#### [Stored dataset items]
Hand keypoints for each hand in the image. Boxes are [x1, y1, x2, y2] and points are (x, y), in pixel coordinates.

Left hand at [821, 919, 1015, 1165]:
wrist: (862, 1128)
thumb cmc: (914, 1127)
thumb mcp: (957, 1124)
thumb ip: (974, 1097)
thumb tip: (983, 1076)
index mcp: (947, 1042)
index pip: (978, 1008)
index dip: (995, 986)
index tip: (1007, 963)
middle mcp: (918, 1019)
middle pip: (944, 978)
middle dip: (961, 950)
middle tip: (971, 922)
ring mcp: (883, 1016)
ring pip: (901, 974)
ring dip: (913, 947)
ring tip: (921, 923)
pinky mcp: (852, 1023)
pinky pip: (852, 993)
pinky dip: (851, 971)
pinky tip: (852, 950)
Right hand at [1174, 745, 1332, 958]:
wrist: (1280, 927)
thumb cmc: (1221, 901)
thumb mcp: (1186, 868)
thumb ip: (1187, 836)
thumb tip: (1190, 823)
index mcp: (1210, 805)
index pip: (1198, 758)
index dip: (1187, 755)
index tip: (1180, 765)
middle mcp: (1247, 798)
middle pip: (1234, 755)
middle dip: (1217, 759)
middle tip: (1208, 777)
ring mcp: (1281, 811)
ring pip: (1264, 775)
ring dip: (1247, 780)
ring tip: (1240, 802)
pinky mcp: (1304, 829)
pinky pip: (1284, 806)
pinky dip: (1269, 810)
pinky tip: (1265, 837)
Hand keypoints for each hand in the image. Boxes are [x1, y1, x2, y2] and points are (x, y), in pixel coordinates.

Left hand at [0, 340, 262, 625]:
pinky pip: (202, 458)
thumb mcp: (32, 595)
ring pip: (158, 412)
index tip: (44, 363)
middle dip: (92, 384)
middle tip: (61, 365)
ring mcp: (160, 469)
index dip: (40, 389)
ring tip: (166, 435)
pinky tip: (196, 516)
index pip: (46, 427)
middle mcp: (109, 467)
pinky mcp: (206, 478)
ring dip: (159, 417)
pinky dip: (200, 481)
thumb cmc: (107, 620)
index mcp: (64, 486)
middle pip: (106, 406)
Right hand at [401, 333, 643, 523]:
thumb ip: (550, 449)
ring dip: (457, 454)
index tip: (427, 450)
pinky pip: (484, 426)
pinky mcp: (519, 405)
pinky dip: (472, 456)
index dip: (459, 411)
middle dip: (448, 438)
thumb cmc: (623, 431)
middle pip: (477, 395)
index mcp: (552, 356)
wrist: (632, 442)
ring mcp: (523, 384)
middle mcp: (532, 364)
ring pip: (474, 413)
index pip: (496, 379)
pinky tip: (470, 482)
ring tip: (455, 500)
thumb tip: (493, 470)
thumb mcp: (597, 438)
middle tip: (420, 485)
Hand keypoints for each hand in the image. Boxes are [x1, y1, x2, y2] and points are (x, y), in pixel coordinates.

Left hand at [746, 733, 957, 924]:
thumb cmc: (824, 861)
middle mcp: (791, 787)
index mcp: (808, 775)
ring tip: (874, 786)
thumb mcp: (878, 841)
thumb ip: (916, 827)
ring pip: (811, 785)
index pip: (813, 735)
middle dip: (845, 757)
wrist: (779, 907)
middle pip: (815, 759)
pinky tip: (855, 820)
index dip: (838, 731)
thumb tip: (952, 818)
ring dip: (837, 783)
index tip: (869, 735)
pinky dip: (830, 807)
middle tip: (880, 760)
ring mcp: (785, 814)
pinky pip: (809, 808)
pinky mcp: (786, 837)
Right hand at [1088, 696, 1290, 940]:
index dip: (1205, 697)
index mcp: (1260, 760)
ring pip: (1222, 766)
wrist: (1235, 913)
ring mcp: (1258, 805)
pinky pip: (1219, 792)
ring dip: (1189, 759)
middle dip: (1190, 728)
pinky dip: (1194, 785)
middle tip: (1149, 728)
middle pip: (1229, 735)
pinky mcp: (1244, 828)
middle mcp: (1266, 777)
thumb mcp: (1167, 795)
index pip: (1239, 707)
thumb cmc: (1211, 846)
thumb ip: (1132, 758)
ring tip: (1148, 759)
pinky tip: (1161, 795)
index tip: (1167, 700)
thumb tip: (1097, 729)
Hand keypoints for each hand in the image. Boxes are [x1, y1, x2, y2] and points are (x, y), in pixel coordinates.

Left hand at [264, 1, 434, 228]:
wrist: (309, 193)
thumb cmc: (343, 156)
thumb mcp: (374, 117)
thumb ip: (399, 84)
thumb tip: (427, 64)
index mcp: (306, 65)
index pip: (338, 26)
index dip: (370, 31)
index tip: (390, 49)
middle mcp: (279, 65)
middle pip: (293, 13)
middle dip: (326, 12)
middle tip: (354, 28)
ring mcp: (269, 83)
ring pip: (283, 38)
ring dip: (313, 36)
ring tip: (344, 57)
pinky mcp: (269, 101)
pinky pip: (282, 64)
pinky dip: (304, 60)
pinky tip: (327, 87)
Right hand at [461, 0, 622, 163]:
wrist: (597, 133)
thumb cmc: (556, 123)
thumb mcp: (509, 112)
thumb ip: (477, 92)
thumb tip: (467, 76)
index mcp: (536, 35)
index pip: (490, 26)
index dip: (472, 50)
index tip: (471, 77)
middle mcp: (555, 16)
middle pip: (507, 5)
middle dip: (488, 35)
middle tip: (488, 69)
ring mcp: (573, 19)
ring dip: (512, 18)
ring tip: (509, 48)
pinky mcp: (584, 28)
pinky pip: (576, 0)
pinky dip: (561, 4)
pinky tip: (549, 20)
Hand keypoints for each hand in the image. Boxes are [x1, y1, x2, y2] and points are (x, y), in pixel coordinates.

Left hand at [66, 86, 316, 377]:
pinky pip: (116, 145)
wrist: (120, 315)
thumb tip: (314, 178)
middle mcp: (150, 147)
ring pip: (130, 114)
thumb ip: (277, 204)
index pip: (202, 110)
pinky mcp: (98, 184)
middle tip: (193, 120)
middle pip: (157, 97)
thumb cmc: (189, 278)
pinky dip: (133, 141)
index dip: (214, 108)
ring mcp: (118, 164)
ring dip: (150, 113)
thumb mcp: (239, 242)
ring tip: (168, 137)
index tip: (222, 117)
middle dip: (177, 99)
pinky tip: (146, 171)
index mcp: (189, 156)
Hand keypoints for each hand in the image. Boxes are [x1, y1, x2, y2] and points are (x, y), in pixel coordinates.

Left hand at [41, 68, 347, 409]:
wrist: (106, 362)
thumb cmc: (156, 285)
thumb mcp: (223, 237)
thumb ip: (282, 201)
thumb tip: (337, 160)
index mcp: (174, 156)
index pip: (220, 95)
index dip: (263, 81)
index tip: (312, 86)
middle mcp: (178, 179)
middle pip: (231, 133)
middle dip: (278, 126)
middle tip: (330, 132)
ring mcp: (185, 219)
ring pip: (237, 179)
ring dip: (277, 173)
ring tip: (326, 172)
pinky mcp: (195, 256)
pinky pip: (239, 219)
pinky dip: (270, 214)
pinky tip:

#### [THE TASK]
From the data above, output only the lines between the line containing "middle pip: (477, 395)" and the line containing "middle mcp: (791, 787)", inclusive, exactly as written.

#### [PROBLEM SOLUTION]
middle pip: (477, 395)
index mcp: (552, 356)
wrist: (632, 442)
ring mcp: (523, 384)
middle mcp: (532, 364)
ring pip: (474, 413)
index pip: (496, 379)
pinky tip: (470, 482)
ring tip: (455, 500)
thumb tip: (493, 470)
thumb mcp: (597, 438)
middle tip: (420, 485)
Hand keypoints for each hand in the image. Boxes are [x1, y1, x2, y2] and points are (x, y), in pixel coordinates.

Left hand at [746, 733, 957, 924]:
thumb cmc: (824, 861)
middle mcp: (791, 787)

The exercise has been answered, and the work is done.